Altea se encogió en el asiento del conductor tratando de esconder su sonrojo.

—Lo siento, señor —dijo apenada— no tengo suficiente magia para invocar a alguna criatura que nos ayude a transportarnos.

Max soltó una pequeña risa mientras niega levemente.

—No tienes que disculparte, y no me llames señor, es raro, solo dime Max —dijo soltando un suspiro luego— además, no tengo cientos de años, tal vez sea de tu edad.

—Pues, tengo cuatrocientos años de edad; se puede decir, que soy una adolescente.

La mirada asombrada de Max no pudo pasar desapercibida.

—Joven Amo, ella es un hada, los años no transcurren de la misma manera, ellas tardan mucho más tiempo en llegar a la edad adulta —explicó Vacco quien se encuentra en los asientos traseros.

—Es difícil comprender toda esta situación.

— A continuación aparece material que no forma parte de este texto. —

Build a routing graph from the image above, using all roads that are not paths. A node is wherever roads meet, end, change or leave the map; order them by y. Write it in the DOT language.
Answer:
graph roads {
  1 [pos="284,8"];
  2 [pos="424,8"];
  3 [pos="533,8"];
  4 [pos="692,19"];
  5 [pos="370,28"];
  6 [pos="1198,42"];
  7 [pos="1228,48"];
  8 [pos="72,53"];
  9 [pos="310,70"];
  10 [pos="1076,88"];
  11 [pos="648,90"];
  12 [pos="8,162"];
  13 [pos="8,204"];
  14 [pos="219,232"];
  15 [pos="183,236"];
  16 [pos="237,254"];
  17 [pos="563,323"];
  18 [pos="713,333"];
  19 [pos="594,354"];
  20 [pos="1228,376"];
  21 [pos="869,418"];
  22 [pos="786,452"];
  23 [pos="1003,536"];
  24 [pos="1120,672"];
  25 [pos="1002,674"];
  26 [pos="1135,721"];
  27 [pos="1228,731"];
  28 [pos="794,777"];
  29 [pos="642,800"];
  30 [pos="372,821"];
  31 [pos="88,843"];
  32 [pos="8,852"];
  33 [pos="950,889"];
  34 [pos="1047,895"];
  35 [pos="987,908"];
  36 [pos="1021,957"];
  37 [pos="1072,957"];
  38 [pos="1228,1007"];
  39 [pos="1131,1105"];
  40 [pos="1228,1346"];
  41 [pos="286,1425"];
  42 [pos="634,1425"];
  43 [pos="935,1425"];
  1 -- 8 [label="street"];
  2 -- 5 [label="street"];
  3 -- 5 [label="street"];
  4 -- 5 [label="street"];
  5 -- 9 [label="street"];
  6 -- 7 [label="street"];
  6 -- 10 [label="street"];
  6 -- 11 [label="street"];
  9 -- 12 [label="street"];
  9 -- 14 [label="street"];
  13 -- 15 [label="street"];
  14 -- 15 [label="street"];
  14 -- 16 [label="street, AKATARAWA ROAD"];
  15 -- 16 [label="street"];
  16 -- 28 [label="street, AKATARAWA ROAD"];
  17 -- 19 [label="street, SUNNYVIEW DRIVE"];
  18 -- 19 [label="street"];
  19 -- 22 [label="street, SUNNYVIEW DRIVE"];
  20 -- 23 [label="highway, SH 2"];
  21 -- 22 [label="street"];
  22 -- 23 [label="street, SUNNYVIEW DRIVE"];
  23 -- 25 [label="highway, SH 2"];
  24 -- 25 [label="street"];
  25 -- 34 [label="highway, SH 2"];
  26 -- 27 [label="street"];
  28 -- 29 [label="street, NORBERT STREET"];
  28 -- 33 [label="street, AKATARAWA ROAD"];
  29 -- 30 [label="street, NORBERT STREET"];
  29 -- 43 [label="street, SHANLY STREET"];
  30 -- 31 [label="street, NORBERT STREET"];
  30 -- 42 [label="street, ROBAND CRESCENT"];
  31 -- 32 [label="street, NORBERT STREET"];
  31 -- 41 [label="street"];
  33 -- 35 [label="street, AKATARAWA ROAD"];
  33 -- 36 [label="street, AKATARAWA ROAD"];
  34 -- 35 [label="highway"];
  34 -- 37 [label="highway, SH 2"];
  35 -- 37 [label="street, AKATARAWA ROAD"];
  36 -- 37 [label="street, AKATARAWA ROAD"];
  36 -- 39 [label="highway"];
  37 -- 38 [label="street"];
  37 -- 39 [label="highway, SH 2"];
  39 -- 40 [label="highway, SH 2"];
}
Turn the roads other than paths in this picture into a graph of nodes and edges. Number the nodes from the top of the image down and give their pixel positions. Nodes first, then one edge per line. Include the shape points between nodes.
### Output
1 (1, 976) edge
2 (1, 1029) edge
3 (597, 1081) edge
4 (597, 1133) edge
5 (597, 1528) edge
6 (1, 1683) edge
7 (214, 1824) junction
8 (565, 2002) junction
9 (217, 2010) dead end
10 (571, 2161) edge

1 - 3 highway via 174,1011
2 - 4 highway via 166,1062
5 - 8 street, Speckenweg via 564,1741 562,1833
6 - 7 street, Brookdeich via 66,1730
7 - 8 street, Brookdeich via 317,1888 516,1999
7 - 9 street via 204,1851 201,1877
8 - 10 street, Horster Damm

—Se le fue ocultado todo lo sobrenatural, no puede culparse por ser ignorante a todo lo que el mundo de los monstruos y dioses se trata, joven amo.

—Lo sé, pero igual sigue siendo complicado, Vacco —su mirada quedó perdida en la vista afuera de la ventana— he estudiado muchas cosas en mi vida, y una de esas fueron estas cosas, pero jamás les presté mucha atención.

—No poder ver dichas cosas y hacer que usted no les prestara atención era el trabajo que el Señor Hypnos tenía, joven amo —por primera vez en todo el camino Max lo miró.

Altea parece casi incomoda con la conversación, como si temiera que Max de un momento a otro pudiera decidir destruir el coche junto a metro y medio de camino.

— ¿Por qué han hecho eso? —preguntó Max con esa mirada azulada casi brillando intensamente a través del brillo del retrovisor.

—Debían suprimir su poder divino, para que en el Olimpo no se percataran de vuestra presencia —confesó— si los otros olímpicos hubieran detectado su existencia antes de tiempo, lo hubieran tratado de aniquilar o peor... Arrojarlo al tártaro.

—Y créeme, a los dioses les encanta lanzar muchas cosas al tártaro —añadió Altea.

Max, cansado ya del tema, decidió no hacer más preguntas y solo pensar en toda lo ocurrido hasta ahora, para que nada más pueda agobiarlo de sobremanera en un futuro cercano.
Lo primero que llegó a su mente, fue el encuentro entre sus tíos y los tres hijos de Afrodita. Jamás pensó que simples Erótes fueran tan poderosos, aunque fueran dioses, se suponía que solo participaban en unir personas. Sin embargo, pelearon con una destreza impresionante; digna de un olímpico. Y, aun así, Max siente en su pecho que no es ni la cuarta parte de lo que pueden hacer.

Eros se contuvo por una razón, e hizo que sus hermanos hicieran lo mismo, al igual que sus tíos no pelearon con todo su poder.

¿Por qué se limitaron?

No tiene sentido, al menos no para él, ni siquiera pudo protegerse de una simple flecha.
El pecho de Max pareció oprimirse, dejando un frío insoportable.

No había parado a pensar en aquella flecha que Eros clavó en su pecho, y que esa misma se ha convertido en luz para desaparecer debajo de su piel, donde está su corazón. Llevó casi de manera inconsciente su mano al lugar, y la dejó allí. Se preguntó qué significará, porque no cree que se haya salvado solo por ser atractivo y gentil.

De tanto pensar y pensar, cayó dormido.

Apareció en una cabaña, o eso dedujo al ver que todo es de madera. Sale al pequeño pasillo fuera de la habitación que da hacia unas escaleras, por alguna razón, sentía que debía salir de la habitación¸ como si algo lo estuviese llamando. Se quedó mirando el inicio de las escaleras y una brisa gélida pasa con fuerza haciéndolo entrecerrar los ojos. Trató de moverse para seguir su camino, pero sé le es imposible. Su cuerpo está paralizado viendo la escalera.